Collected data
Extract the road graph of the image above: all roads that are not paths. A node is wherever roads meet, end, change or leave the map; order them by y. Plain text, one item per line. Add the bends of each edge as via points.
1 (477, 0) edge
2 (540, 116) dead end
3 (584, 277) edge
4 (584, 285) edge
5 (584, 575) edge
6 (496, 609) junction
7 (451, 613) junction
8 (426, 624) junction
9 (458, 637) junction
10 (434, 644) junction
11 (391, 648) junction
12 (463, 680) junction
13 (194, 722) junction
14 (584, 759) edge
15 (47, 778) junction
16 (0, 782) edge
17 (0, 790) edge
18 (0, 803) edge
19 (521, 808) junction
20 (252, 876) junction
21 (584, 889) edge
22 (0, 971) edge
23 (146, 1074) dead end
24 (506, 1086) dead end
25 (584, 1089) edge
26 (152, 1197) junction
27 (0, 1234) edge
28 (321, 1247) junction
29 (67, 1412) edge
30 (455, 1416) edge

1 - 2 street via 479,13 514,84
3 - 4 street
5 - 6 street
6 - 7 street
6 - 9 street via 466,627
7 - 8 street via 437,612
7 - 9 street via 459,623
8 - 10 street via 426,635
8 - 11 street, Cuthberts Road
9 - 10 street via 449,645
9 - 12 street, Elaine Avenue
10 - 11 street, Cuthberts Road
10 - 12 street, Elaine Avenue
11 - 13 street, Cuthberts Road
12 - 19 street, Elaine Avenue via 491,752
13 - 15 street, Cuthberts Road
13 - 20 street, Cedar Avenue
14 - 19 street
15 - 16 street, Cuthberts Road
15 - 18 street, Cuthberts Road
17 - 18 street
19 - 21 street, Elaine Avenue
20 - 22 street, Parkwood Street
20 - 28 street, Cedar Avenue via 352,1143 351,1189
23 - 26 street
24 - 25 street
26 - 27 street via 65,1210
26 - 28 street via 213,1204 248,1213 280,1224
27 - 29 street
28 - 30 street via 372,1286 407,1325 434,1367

*PROMPT*: Please give the records again exactly as they are.

*TASK ANSWER*:
Extract the road graph of the image above: all roads that are not paths. A node is wherever roads meet, end, change or leave the map; order them by y. Plain text, one item per line. Add the bends of each edge as via points.
1 (477, 0) edge
2 (540, 116) dead end
3 (584, 277) edge
4 (584, 285) edge
5 (584, 575) edge
6 (496, 609) junction
7 (451, 613) junction
8 (426, 624) junction
9 (458, 637) junction
10 (434, 644) junction
11 (391, 648) junction
12 (463, 680) junction
13 (194, 722) junction
14 (584, 759) edge
15 (47, 778) junction
16 (0, 782) edge
17 (0, 790) edge
18 (0, 803) edge
19 (521, 808) junction
20 (252, 876) junction
21 (584, 889) edge
22 (0, 971) edge
23 (146, 1074) dead end
24 (506, 1086) dead end
25 (584, 1089) edge
26 (152, 1197) junction
27 (0, 1234) edge
28 (321, 1247) junction
29 (67, 1412) edge
30 (455, 1416) edge

1 - 2 street via 479,13 514,84
3 - 4 street
5 - 6 street
6 - 7 street
6 - 9 street via 466,627
7 - 8 street via 437,612
7 - 9 street via 459,623
8 - 10 street via 426,635
8 - 11 street, Cuthberts Road
9 - 10 street via 449,645
9 - 12 street, Elaine Avenue
10 - 11 street, Cuthberts Road
10 - 12 street, Elaine Avenue
11 - 13 street, Cuthberts Road
12 - 19 street, Elaine Avenue via 491,752
13 - 15 street, Cuthberts Road
13 - 20 street, Cedar Avenue
14 - 19 street
15 - 16 street, Cuthberts Road
15 - 18 street, Cuthberts Road
17 - 18 street
19 - 21 street, Elaine Avenue
20 - 22 street, Parkwood Street
20 - 28 street, Cedar Avenue via 352,1143 351,1189
23 - 26 street
24 - 25 street
26 - 27 street via 65,1210
26 - 28 street via 213,1204 248,1213 280,1224
27 - 29 street
28 - 30 street via 372,1286 407,1325 434,1367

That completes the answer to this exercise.